Exercise prompt — Each line of the listing where the string "Vial" appears is to be identified and copied.

The data —
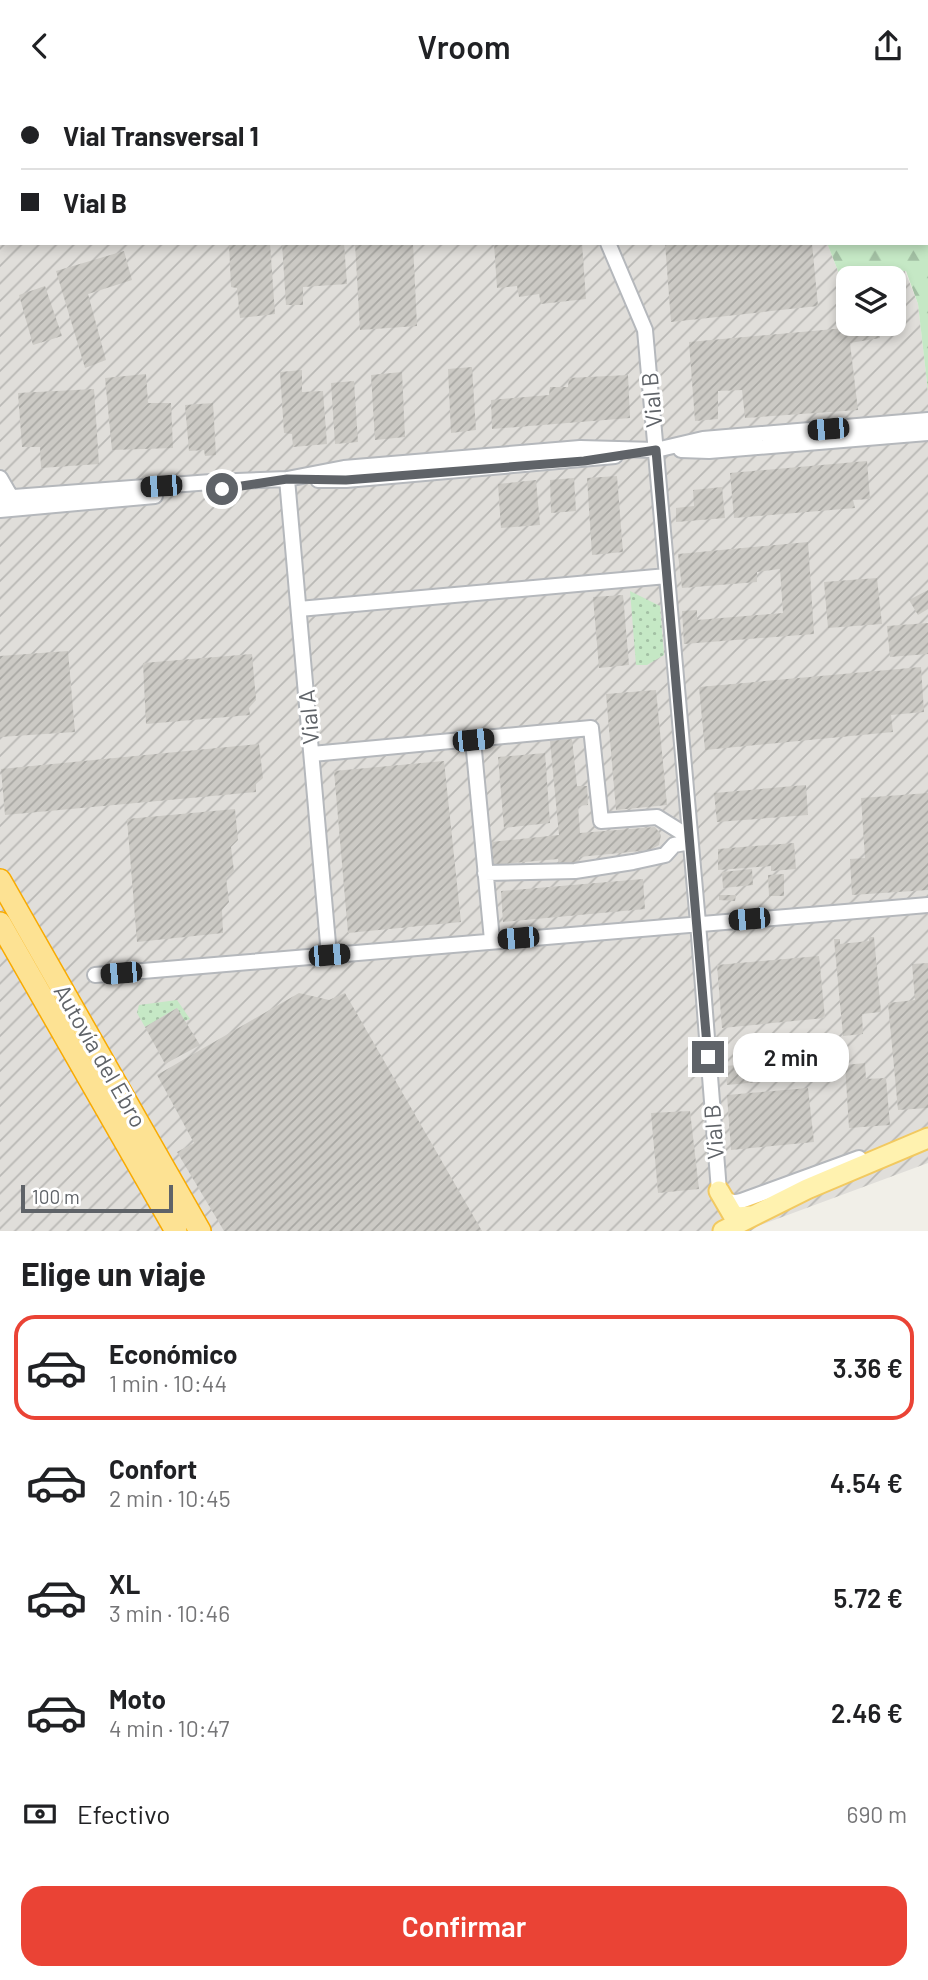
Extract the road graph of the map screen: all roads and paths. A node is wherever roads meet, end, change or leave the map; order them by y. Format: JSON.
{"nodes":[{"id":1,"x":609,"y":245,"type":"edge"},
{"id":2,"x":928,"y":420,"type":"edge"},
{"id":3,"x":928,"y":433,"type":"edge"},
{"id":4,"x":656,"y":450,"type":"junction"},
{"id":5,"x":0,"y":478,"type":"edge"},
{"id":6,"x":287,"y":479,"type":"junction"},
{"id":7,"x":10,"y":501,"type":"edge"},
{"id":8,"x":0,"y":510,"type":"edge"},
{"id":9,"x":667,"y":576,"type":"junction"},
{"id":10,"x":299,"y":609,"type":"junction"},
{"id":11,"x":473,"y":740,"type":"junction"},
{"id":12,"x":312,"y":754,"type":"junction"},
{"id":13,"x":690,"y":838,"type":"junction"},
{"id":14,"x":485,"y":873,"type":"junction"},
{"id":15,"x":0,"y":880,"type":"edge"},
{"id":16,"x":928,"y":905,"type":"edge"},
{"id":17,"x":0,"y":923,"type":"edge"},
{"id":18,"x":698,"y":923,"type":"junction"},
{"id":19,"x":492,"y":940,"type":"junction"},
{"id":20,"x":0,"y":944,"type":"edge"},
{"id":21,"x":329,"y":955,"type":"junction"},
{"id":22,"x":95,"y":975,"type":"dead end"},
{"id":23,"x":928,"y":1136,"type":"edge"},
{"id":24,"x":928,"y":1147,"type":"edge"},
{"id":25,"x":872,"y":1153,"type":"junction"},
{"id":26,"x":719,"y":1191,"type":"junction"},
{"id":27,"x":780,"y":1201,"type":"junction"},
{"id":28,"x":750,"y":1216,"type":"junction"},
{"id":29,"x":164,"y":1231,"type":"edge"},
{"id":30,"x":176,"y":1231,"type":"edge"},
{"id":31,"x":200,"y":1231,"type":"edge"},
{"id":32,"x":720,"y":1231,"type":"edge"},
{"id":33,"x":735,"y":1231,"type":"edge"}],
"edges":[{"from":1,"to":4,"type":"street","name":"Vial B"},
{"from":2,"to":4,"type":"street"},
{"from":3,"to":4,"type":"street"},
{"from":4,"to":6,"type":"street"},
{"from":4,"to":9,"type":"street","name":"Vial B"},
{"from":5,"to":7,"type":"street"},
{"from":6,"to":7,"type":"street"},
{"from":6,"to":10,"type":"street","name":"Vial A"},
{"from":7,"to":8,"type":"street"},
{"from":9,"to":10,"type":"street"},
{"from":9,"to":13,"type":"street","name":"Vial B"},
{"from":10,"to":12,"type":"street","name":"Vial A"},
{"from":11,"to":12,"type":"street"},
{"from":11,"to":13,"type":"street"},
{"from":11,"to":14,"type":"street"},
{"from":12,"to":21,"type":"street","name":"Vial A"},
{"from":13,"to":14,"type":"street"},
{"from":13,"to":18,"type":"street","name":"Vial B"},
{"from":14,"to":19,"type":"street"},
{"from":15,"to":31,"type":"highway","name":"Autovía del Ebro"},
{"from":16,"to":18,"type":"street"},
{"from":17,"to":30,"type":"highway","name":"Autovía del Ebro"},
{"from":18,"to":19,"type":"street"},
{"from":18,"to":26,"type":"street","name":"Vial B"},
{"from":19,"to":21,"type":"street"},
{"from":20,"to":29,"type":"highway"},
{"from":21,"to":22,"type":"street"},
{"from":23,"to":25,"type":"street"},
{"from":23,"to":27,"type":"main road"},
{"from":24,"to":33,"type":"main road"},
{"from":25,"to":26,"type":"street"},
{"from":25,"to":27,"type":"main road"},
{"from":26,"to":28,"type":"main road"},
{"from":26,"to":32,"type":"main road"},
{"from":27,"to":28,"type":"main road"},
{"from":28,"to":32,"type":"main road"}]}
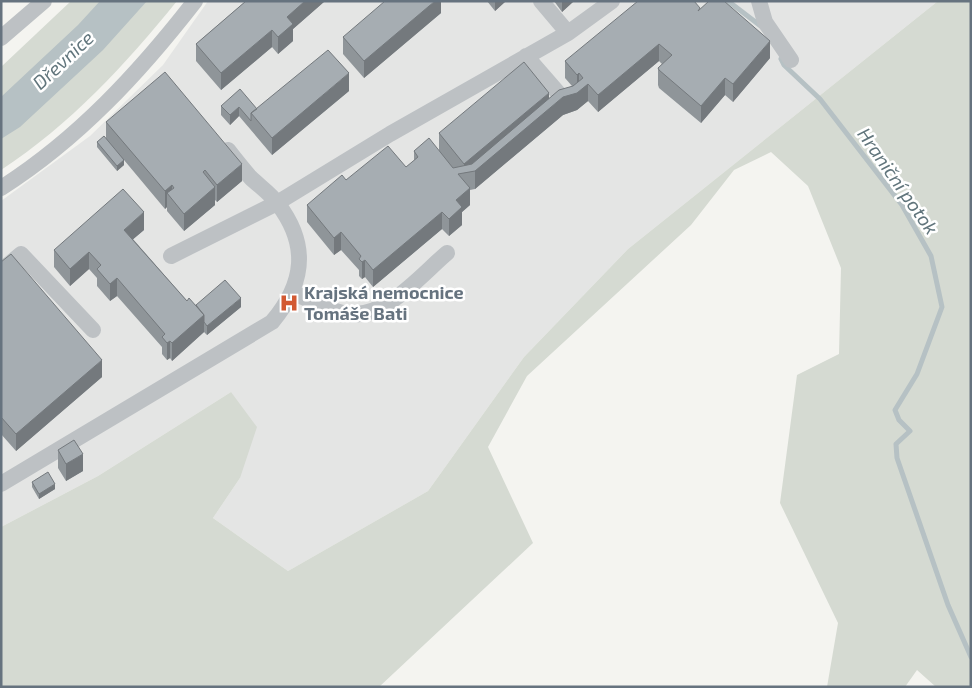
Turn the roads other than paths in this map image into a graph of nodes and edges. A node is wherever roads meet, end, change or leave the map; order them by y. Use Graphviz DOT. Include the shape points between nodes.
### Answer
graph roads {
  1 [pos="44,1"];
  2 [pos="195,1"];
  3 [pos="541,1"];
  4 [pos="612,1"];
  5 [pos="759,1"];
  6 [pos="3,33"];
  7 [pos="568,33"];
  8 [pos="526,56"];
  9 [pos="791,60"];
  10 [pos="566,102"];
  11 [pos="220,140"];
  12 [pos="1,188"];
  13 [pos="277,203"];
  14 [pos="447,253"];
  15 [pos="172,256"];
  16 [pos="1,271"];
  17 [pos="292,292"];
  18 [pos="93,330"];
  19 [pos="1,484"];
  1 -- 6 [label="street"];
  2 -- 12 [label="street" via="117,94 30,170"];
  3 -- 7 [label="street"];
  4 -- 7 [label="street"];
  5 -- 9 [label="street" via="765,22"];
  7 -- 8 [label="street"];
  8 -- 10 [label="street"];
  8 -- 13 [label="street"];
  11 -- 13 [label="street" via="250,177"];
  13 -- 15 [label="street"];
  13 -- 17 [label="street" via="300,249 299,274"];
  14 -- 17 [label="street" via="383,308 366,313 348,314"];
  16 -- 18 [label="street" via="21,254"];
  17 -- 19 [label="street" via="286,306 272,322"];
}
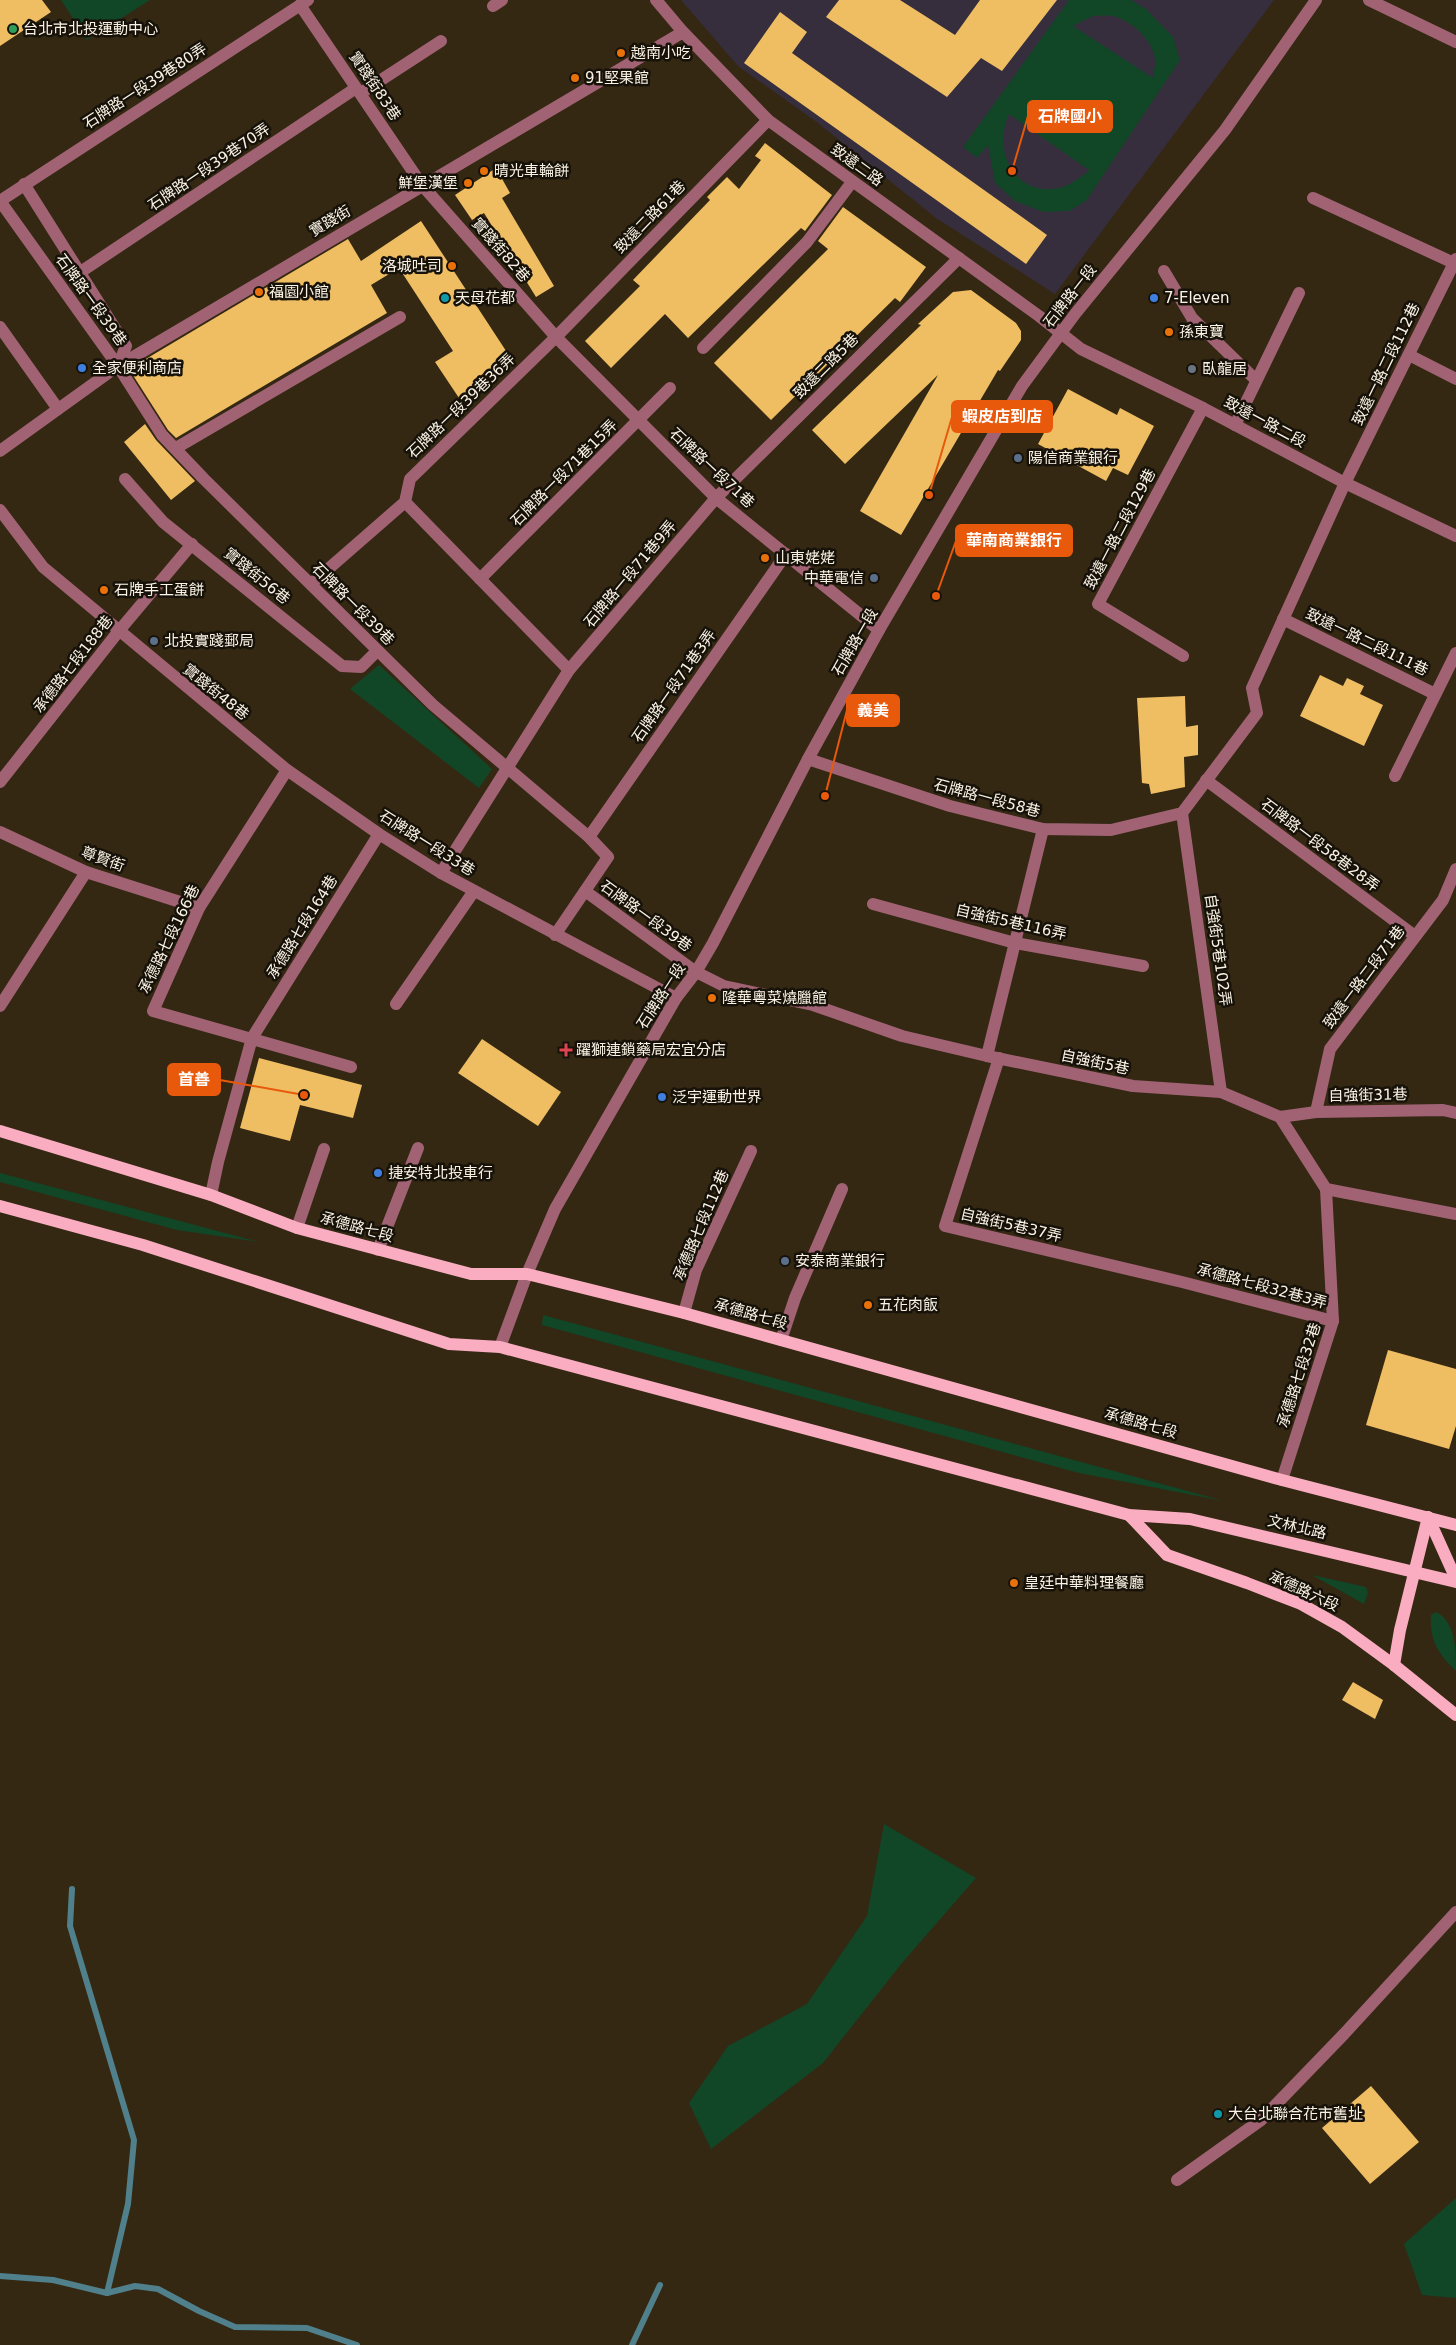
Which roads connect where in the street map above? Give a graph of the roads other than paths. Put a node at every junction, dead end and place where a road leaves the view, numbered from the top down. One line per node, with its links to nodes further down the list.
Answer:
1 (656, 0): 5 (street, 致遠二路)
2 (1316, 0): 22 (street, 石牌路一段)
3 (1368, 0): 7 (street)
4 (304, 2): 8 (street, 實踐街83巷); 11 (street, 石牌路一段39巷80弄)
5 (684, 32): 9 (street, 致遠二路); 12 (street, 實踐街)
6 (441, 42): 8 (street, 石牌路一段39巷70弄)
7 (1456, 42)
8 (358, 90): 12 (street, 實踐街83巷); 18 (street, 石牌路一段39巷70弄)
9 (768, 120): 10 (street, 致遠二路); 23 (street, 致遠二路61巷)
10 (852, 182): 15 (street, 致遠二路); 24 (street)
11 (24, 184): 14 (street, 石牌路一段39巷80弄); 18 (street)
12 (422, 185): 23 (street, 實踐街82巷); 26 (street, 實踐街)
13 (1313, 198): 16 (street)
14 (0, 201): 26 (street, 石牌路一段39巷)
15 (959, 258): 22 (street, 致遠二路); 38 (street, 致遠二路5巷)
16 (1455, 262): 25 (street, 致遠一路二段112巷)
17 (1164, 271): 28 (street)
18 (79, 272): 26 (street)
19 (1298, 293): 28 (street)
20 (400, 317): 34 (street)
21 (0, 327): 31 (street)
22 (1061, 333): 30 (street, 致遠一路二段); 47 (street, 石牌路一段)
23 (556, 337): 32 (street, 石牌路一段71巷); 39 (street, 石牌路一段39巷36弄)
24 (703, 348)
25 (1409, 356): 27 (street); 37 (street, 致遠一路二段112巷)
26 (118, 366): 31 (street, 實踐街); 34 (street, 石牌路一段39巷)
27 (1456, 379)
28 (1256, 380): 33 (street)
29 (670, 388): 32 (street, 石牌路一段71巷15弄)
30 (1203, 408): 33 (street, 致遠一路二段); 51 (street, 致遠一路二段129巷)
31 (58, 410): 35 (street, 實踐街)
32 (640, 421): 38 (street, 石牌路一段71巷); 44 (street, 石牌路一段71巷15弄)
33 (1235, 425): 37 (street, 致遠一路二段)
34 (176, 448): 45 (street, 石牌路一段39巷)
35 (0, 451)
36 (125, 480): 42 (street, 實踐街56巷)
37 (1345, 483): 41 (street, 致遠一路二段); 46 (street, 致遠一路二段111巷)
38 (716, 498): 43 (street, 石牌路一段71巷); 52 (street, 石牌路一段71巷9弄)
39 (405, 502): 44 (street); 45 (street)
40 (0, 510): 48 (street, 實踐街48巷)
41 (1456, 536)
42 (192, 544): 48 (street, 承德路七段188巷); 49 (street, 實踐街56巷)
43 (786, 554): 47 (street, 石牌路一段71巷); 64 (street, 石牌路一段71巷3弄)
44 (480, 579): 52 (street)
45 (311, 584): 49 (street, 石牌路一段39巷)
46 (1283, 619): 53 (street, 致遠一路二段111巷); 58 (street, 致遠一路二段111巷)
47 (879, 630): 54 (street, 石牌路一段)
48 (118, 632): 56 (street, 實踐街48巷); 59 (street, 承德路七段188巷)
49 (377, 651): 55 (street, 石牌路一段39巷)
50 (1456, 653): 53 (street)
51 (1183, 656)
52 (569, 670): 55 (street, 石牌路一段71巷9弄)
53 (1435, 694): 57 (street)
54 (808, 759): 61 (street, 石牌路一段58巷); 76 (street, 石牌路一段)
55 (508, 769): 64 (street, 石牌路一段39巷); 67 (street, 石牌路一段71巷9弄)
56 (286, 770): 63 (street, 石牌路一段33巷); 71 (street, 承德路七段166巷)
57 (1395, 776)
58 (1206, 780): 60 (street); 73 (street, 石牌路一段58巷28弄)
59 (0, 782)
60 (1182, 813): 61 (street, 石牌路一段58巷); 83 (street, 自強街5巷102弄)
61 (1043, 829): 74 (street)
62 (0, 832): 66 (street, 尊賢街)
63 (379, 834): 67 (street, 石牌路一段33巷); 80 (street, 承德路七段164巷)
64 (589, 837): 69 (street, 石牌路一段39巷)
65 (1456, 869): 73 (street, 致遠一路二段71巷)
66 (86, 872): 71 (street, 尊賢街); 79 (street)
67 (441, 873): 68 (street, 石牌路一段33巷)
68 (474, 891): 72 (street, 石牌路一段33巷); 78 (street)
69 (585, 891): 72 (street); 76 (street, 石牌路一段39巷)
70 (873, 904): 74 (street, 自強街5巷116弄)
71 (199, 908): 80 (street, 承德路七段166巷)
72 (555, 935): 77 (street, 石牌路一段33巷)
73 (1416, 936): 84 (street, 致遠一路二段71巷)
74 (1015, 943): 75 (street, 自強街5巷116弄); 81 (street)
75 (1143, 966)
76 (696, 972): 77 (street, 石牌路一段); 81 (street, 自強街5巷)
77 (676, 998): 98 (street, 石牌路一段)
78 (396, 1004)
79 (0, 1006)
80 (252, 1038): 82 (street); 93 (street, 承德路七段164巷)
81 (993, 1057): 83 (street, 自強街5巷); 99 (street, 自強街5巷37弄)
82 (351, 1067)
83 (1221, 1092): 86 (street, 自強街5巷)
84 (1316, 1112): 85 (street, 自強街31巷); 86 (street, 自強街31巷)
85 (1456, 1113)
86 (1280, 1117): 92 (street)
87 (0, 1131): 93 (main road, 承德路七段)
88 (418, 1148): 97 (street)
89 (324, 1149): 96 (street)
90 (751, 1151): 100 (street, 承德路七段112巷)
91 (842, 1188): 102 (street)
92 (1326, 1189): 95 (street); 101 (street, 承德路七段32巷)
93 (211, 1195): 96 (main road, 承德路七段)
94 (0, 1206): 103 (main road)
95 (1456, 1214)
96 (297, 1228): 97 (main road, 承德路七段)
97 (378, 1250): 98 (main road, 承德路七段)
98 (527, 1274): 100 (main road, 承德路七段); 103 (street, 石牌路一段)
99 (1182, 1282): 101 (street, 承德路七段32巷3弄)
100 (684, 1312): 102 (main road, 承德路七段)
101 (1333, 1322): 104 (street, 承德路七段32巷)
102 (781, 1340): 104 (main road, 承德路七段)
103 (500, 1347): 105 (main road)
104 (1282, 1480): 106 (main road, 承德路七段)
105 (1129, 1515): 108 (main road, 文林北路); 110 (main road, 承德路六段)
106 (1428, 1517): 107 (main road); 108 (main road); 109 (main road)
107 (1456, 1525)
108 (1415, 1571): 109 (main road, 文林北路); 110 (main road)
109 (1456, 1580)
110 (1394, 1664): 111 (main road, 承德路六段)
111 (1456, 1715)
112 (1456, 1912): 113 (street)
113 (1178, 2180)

Output for this task —
"edges":[{"from":1,"to":4,"type":"street","name":"Vial B"},
{"from":4,"to":9,"type":"street","name":"Vial B"},
{"from":6,"to":10,"type":"street","name":"Vial A"},
{"from":9,"to":13,"type":"street","name":"Vial B"},
{"from":10,"to":12,"type":"street","name":"Vial A"},
{"from":12,"to":21,"type":"street","name":"Vial A"},
{"from":13,"to":18,"type":"street","name":"Vial B"},
{"from":18,"to":26,"type":"street","name":"Vial B"},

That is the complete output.